What the exercise asks | Look through the entries for the string "column", and copy each line that holds it.

Dataset records |
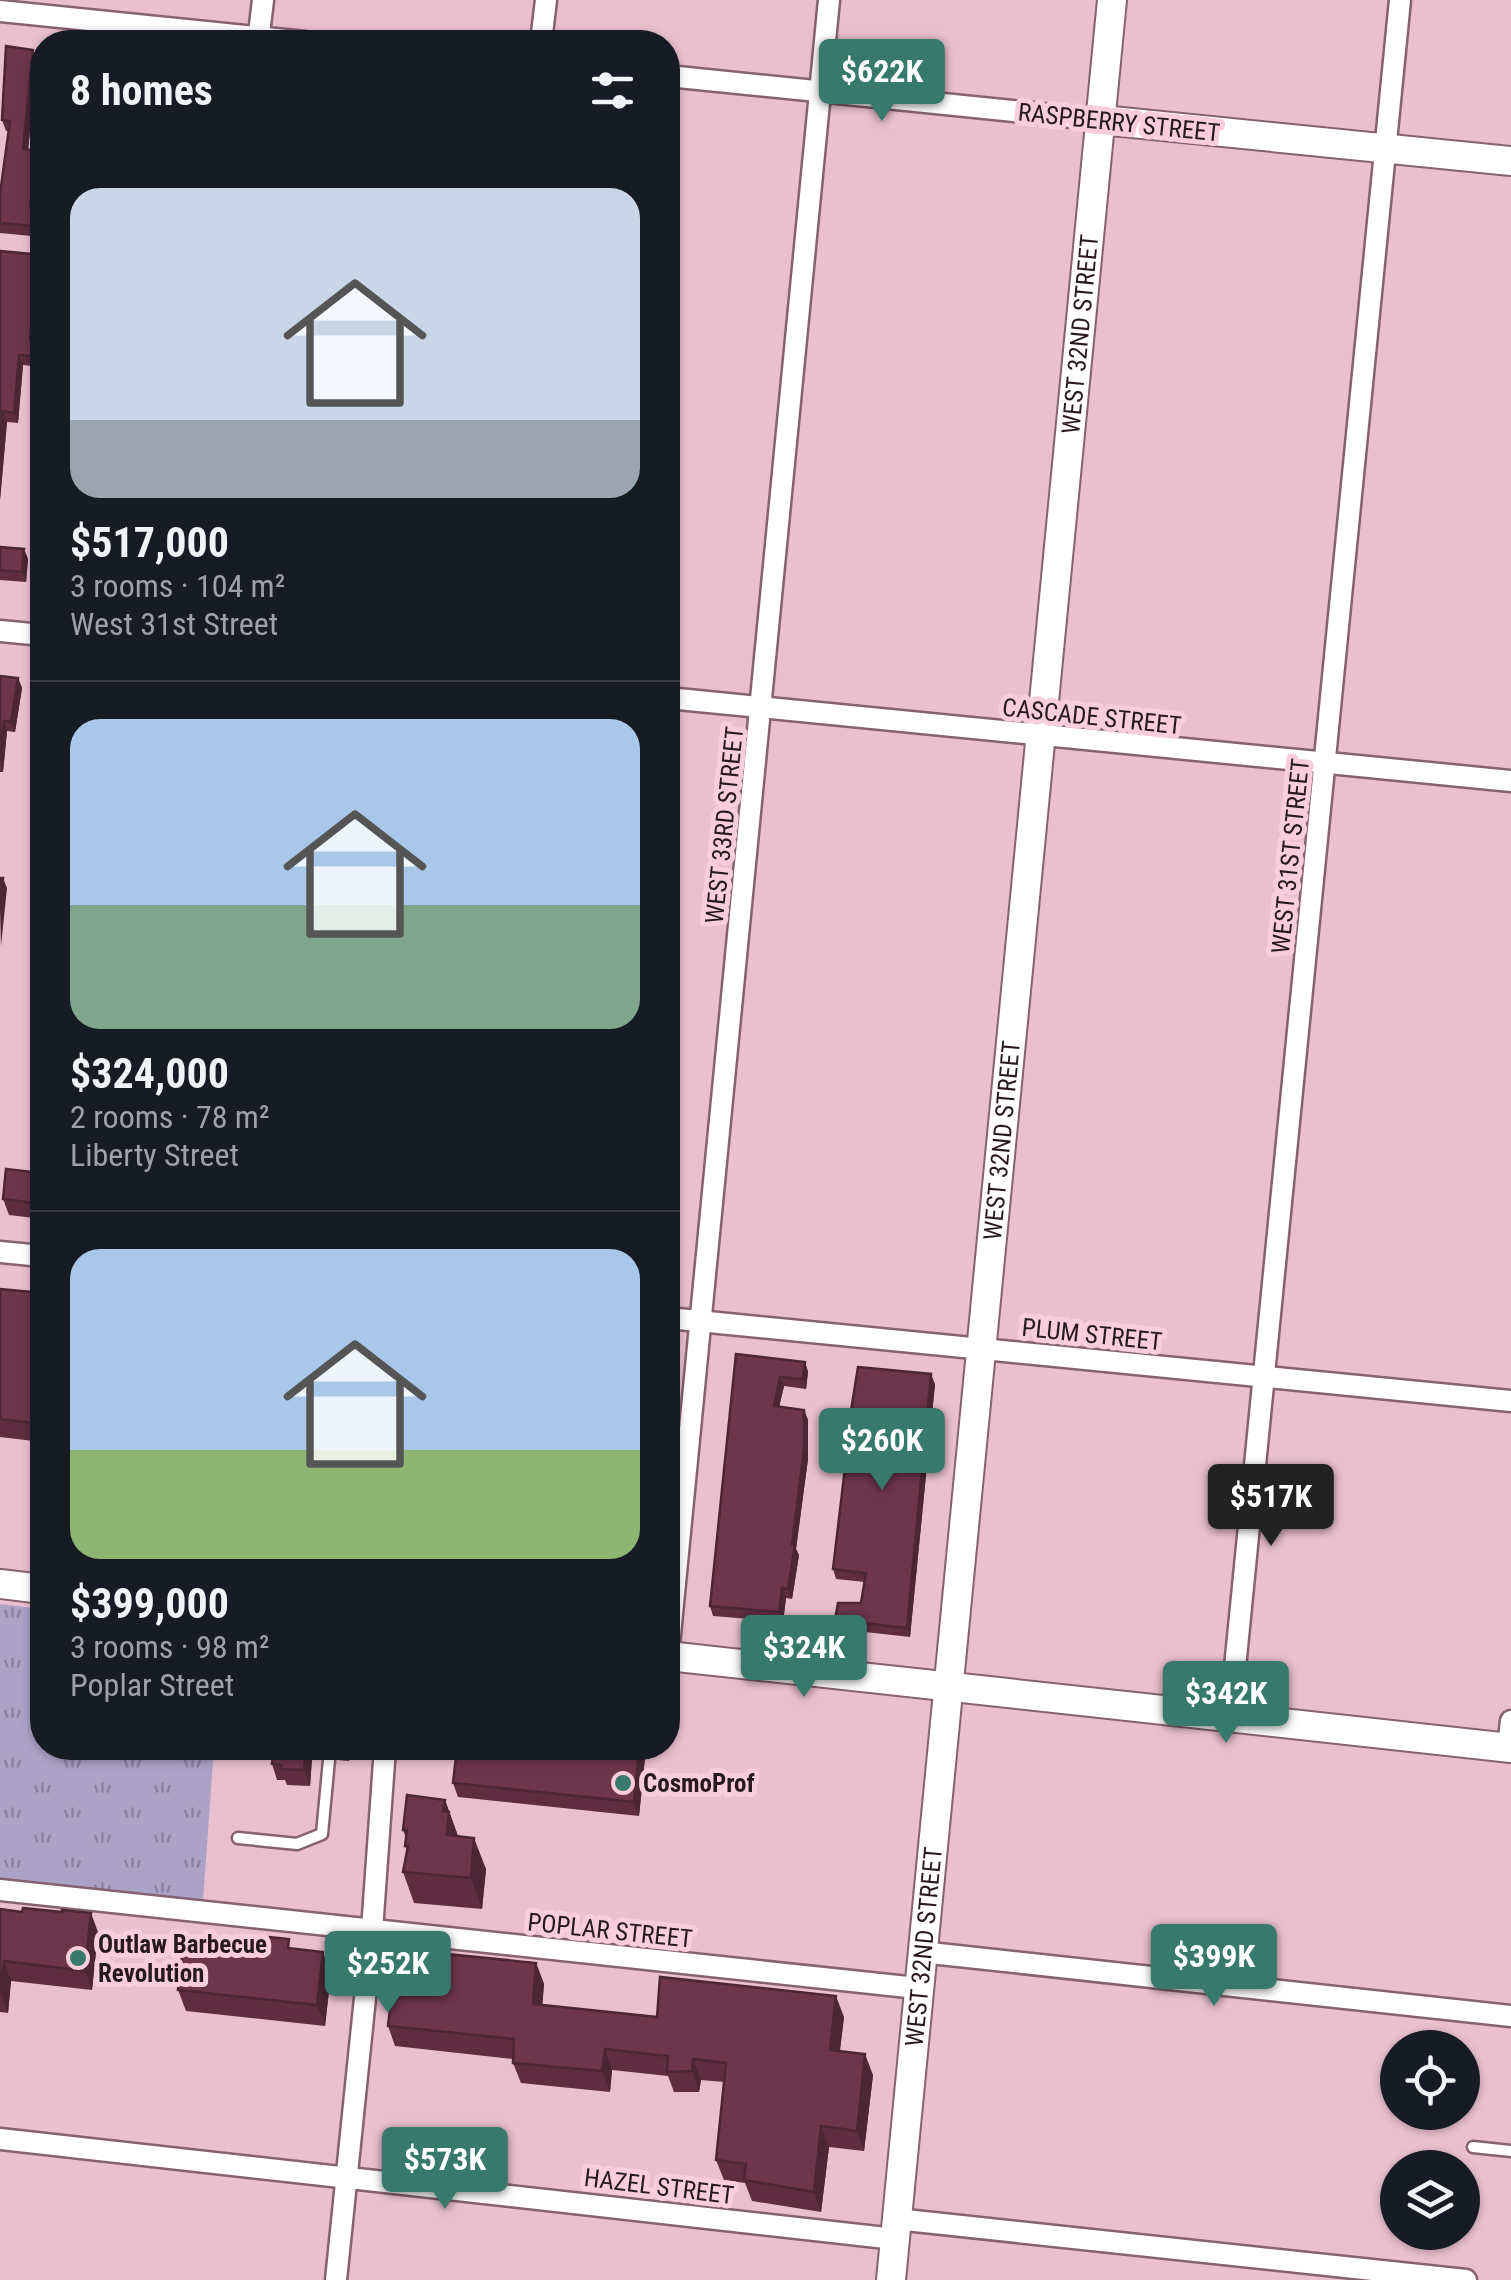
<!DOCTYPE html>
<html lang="en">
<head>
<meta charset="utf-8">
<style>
  :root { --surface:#171b24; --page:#242831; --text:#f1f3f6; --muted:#9ea1a6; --line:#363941; --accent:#37796b }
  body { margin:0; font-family:"Roboto Condensed",sans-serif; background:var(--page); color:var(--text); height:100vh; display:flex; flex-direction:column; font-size:38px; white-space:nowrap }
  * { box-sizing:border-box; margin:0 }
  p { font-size:32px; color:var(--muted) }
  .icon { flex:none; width:55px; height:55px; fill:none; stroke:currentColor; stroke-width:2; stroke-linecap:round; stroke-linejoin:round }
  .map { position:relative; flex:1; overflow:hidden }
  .sheet { position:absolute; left:30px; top:30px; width:650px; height:1730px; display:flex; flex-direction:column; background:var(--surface); border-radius:40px; box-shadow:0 2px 8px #0004 }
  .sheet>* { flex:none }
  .tools { position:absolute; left:1380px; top:2030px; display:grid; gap:20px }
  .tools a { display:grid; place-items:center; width:100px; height:100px; border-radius:50%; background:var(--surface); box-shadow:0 2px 8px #0004; font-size:50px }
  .price { position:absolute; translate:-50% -85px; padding:0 22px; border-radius:10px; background:var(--accent); color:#fff; font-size:32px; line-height:65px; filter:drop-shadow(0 2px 5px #0008) }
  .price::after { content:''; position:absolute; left:50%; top:60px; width:30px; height:22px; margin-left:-15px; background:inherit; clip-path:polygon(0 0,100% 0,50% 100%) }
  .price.on { background:#222; color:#fff }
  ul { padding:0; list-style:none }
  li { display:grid; align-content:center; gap:20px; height:530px; padding:0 40px }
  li+li { border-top:2px solid var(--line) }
  li span { display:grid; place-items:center; height:310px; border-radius:30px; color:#555 }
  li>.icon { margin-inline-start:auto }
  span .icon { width:180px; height:180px; fill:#fffc; stroke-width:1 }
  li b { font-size:42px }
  h2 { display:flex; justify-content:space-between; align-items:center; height:120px; padding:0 40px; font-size:42px }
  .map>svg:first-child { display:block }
</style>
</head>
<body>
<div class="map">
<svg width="1511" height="2280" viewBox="0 0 1511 2280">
  <defs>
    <pattern id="grass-tufts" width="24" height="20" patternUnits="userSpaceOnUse" patternTransform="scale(2.5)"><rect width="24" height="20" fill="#aca2c8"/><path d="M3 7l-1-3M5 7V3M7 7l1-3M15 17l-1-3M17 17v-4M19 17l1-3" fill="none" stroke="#8c83a2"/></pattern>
  </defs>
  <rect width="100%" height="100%" fill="#ebc0ce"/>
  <!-- grass -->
  <polygon fill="url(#grass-tufts)" points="0,1604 42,1609 42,1748 214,1748 203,1902 0,1881"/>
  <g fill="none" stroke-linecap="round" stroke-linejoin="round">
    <!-- lane casing -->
    <g stroke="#87616e" stroke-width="15">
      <g id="lane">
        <polyline points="238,1838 297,1844 322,1834 329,1760"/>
        <polyline points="1473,2147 1511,2151"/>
      </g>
    </g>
    <!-- street casing -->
    <g stroke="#87616e" stroke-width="25">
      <g id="street">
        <polyline points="0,11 305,42"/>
        <polyline points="258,42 263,0"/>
        <polyline points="541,42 546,0"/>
        <polyline points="668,76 1102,120"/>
        <polyline points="0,631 42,635"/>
        <polyline points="668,698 1511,781"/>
        <polyline points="0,1252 42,1256"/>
        <polyline points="668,1318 1511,1401"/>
        <polyline points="668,1655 829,0"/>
        <polyline points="1230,1718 1400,0"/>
        <polyline points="1508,1747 1511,1721"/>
        <polyline points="0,1890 917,1988"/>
        <polyline points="921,1952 1511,2016"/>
        <polyline points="0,2139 895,2239"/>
        <polyline points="896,2219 1466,2280"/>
        <polyline points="336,2280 372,1930 385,1748"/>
      </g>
    </g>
    <!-- secondary casing -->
    <g stroke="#87616e" stroke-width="32">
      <g id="secondary">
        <polyline points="1102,120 1511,161"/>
        <polyline points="0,1584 42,1589"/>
        <polyline points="668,1656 1511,1748"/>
        <path id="s1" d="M 891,2280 L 1112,0"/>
      </g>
    </g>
    <!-- lane -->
    <use href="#lane" stroke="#fff" stroke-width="10"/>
    <!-- street -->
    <use href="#street" stroke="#fff" stroke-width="20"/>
    <!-- secondary -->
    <use href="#secondary" stroke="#fff" stroke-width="28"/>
  </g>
  <!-- wall -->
  <g fill="#5e2e40">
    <polygon points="33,50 37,61 28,150 42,151 42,192 37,191 35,209 42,210 42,237 0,233 0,194 9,131 6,131 2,120"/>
    <polygon points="0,251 42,255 42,317 37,317 34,341 42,342 42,367 23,365 18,423 7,422 0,500"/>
    <polygon points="0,547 24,549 28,559 26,582 0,580"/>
    <polygon points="0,676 18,678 22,688 15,732 7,731 3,772 0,772"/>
    <polygon points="42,1173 42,1219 9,1215 3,1199"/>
    <polygon points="0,1289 42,1293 42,1442 0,1437"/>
    <polygon points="736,1354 805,1362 808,1372 806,1389 784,1386 779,1407 804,1410 808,1420 808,1459 796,1549 799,1555 792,1599 786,1598 783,1622 713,1616 710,1606"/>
    <polygon points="935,1384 910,1637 838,1629 835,1620 861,1603 865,1582 836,1579 833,1569 844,1473 842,1467"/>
    <polygon points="263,1748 350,1748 349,1761 338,1760 335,1754 329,1751 320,1759 312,1759 310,1786 287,1785 285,1780 277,1780 272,1764 273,1757 266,1756"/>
    <polygon points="457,1748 646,1748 639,1816 458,1797 453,1783"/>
    <polygon points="445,1800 458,1836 486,1869 482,1909 414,1903 403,1872 407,1851 405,1846 406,1838 403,1830"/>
    <polygon points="0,1909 98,1932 92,1990 11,1981 8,2013 0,2012"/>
    <polygon points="292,1948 331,1973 325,2026 186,2011 178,1990"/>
    <polygon points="536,1963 544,1984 542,2005 657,2017 844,2017 840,2051 873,2075 864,2151 829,2147 821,2212 752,2201 745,2183 724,2180 716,2160 724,2082 701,2080 699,2092 674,2092 668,2076 612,2070 610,2092 521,2083 513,2063 513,2059 395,2046 388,2026"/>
  </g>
  <!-- shaded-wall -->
  <g fill="#4c2634">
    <polygon points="33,50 37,61 27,160 23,149"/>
    <polygon points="33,180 37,191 34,219 30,208"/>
    <polygon points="33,306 37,317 33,351 30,340"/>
    <polygon points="19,355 23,365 18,423 14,413"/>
    <polygon points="3,411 7,422 0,500 0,447"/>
    <polygon points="24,549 28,559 26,582 22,572"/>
    <polygon points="18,678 22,688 15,732 11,722"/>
    <polygon points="4,721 7,731 3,772 0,759"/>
    <polygon points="3,878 7,888 1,946 0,909"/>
    <polygon points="805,1362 808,1372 806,1389 803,1379"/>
    <polygon points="931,1374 935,1384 910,1637 907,1628"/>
    <polygon points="780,1377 784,1386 777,1416 774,1406"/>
    <polygon points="804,1410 808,1420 808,1459 796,1549 799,1555 792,1599 788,1589"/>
    <polygon points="782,1588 786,1598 783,1622 779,1612"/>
    <polygon points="306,1748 308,1748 312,1759 310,1786 304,1770"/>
    <polygon points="316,1748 327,1748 329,1751 320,1759"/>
    <polygon points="344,1748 350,1748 349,1761"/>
    <polygon points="639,1748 646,1748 639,1816 634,1802"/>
    <polygon points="445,1800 460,1842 447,1835 443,1811"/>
    <polygon points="474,1838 486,1869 482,1909 471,1878"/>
    <polygon points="91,1913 98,1932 92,1990 85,1971"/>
    <polygon points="323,1952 331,1973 325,2026 317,2005"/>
    <polygon points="4,1961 11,1981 8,2013 1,1993"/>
    <polygon points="536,1963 544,1984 541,2024 533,2004"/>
    <polygon points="836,1996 844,2017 837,2071 830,2050"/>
    <polygon points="605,2049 612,2070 610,2092 602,2071"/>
    <polygon points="865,2054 873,2075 864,2151 857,2131"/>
    <polygon points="693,2059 701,2080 699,2092 692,2071"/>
    <polygon points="821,2126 829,2147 821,2212 814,2192"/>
  </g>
  <!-- building -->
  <g fill="#6d364b" stroke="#4c2634" stroke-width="2.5">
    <polygon points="6,46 33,50 23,149 42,151 42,181 33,180 30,208 42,210 42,227 0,223 0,194 10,121 2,120"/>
    <polygon points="0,251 42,255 42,307 33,306 30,340 42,342 42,357 19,355 14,413 3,411 0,447"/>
    <polygon points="0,547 24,549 22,572 0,570"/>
    <polygon points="0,676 18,678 11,722 4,721 0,759"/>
    <polygon points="0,878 3,878 0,909"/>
    <polygon points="6,1169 42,1173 42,1204 3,1199"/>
    <polygon points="0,1289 42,1293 42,1424 0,1419"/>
    <polygon points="736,1354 805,1362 803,1379 780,1377 774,1406 804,1410 804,1449 792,1545 795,1545 788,1589 782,1588 779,1612 710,1606"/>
    <polygon points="858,1367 931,1374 907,1628 835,1620 838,1603 861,1603 866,1573 833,1569 845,1468 842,1467"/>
    <polygon points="274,1748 306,1748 304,1770 281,1769 281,1765 272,1764"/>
    <polygon points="457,1748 639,1748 634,1802 453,1783"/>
    <polygon points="407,1795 445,1800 443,1811 449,1812 447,1835 474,1838 471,1878 403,1872 408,1846 405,1846 407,1830 403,1830"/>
    <polygon points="23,1908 62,1912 62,1910 91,1913 85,1971 4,1961 1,1993 0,1993 0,1909 22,1912"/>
    <polygon points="184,1937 269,1947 270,1937 289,1939 288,1948 323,1952 317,2005 178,1990"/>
    <polygon points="397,1949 536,1963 533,2004 657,2017 660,1977 836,1996 830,2050 865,2054 857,2131 821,2126 814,2192 744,2180 746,2164 716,2160 726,2063 693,2059 692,2071 667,2072 668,2056 605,2049 602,2071 513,2063 514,2039 388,2026"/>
  </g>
  <!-- markers -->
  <g fill="#37796b" stroke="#f9cddb" stroke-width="4">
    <circle cx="623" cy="1783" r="10"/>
    <circle cx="78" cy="1958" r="10"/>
  </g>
  <g text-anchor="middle" stroke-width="10" stroke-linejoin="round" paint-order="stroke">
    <!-- street labels -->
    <g font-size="25" fill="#28191e" stroke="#f9cddb">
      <text transform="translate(1119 122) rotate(6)" y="9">RASPBERRY STREET</text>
      <text dy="9" stroke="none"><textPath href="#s1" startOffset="1955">WEST 32ND STREET</textPath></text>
      <text transform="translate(1092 716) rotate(6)" y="9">CASCADE STREET</text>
      <text transform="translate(724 825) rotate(-84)" y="9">WEST 33RD STREET</text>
      <text transform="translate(1290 856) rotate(-84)" y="9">WEST 31ST STREET</text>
      <text dy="9" stroke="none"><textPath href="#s1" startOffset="1145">WEST 32ND STREET</textPath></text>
      <text transform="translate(1092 1334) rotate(6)" y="9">PLUM STREET</text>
      <text transform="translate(610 1930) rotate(6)" y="9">POPLAR STREET</text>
      <text dy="9" stroke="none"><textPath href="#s1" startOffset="335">WEST 32ND STREET</textPath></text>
      <text transform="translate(659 2186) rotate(7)" y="9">HAZEL STREET</text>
    </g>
    <!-- poi labels -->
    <g font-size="25" font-weight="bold" fill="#28191e" stroke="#f9cddb" text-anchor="start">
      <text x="643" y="1792">CosmoProf</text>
      <text x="98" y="1953">Outlaw Barbecue<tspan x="98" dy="29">Revolution</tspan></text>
    </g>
  </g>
</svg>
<div class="tools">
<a><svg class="icon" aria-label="locate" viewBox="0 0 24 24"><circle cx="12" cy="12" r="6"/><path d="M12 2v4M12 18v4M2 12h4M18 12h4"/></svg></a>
<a><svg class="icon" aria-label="layers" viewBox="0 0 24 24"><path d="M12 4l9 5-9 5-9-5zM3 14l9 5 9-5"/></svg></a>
</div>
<b class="price" style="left:882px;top:124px">$622K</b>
<b class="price" style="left:882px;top:1493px">$260K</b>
<b class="price on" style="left:1271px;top:1549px">$517K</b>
<b class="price" style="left:804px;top:1700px">$324K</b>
<b class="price" style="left:1226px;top:1746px">$342K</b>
<b class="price" style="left:1214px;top:2009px">$399K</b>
<b class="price" style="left:388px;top:2016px">$252K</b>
<b class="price" style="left:445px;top:2212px">$573K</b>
<section class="sheet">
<h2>8 homes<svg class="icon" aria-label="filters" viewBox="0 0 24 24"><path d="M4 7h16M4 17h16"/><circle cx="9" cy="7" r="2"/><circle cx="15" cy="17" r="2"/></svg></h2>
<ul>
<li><span style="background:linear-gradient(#c9d6e8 75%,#9aa5b1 0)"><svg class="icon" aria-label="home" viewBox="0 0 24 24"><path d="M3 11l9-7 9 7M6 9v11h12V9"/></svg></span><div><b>$517,000</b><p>3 rooms · 104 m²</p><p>West 31st Street</p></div></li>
<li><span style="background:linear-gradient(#a9c7e8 60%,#7fa58c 0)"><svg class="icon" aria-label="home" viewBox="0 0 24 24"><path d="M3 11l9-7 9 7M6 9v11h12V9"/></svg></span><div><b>$324,000</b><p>2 rooms · 78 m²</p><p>Liberty Street</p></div></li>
<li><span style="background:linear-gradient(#a9c7e8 65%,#8fb573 0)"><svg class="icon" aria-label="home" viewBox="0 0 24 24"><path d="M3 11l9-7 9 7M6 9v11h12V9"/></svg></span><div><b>$399,000</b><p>3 rooms · 98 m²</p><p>Poplar Street</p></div></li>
</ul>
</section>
</div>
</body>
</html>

Reply |
  body { margin:0; font-family:"Roboto Condensed",sans-serif; background:var(--page); color:var(--text); height:100vh; display:flex; flex-direction:column; font-size:38px; white-space:nowrap }
  .sheet { position:absolute; left:30px; top:30px; width:650px; height:1730px; display:flex; flex-direction:column; background:var(--surface); border-radius:40px; box-shadow:0 2px 8px #0004 }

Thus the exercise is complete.